Instructions for the task. Where the word "down" shows up in a line below, that line is counted. State how many lines are counted, without any other words.

Stored items:
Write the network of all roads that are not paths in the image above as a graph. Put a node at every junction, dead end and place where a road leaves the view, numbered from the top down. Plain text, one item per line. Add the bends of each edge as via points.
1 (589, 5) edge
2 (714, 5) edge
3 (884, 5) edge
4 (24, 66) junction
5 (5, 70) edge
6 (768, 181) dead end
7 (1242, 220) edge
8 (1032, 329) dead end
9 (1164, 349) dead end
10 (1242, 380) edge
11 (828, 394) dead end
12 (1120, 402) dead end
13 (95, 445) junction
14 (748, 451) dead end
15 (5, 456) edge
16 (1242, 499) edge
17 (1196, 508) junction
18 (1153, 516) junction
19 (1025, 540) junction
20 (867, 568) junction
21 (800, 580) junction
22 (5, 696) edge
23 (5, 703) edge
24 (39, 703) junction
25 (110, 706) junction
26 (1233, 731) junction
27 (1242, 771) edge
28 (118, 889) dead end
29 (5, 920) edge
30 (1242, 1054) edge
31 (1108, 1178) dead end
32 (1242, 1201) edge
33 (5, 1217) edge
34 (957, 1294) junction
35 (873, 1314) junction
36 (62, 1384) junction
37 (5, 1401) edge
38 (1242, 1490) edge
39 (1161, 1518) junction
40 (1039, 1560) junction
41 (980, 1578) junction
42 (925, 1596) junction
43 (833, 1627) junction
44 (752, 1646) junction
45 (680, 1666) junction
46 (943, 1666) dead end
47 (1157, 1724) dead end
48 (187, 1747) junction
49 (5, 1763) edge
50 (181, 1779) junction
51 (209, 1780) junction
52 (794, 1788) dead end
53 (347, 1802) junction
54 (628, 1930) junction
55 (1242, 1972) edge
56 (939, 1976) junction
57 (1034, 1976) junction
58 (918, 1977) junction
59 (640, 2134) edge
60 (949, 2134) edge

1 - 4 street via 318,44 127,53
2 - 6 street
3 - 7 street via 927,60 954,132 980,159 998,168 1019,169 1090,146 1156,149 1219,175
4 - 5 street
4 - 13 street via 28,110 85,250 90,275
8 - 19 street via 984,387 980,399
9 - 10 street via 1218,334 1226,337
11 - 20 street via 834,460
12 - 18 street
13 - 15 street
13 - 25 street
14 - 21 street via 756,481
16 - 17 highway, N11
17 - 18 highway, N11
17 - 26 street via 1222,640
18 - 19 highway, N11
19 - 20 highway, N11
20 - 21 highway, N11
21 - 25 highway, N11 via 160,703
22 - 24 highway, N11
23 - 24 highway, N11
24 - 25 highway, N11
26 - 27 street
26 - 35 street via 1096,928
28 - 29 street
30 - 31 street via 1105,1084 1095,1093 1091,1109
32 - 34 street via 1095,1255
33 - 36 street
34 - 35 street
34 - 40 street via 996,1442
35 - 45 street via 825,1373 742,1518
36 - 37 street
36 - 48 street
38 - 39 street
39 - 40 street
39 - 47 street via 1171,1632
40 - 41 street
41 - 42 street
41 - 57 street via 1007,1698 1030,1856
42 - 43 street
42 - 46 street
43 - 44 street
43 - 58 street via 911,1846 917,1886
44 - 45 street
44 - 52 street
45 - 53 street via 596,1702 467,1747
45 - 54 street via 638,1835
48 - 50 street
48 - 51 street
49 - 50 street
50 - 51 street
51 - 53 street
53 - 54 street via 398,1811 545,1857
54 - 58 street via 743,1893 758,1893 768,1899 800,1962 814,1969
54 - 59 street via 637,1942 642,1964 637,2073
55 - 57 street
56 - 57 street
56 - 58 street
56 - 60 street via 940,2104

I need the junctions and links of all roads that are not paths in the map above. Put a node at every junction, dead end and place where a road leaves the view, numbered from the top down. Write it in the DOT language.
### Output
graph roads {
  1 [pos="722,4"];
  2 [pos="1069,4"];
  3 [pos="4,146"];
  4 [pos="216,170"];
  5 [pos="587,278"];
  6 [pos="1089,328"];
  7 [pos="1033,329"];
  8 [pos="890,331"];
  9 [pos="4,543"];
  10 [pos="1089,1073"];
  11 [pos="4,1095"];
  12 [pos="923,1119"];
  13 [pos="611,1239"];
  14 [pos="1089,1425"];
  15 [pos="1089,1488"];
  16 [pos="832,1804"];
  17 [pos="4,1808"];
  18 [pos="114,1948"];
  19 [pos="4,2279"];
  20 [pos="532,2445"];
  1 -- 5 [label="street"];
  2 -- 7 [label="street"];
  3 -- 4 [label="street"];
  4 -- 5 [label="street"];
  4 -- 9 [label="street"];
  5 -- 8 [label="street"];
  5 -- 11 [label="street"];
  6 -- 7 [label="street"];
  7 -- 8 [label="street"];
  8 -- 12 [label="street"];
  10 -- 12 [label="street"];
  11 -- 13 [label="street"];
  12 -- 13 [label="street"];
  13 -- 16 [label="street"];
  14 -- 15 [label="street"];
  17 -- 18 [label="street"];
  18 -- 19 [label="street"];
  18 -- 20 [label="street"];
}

Response area. 2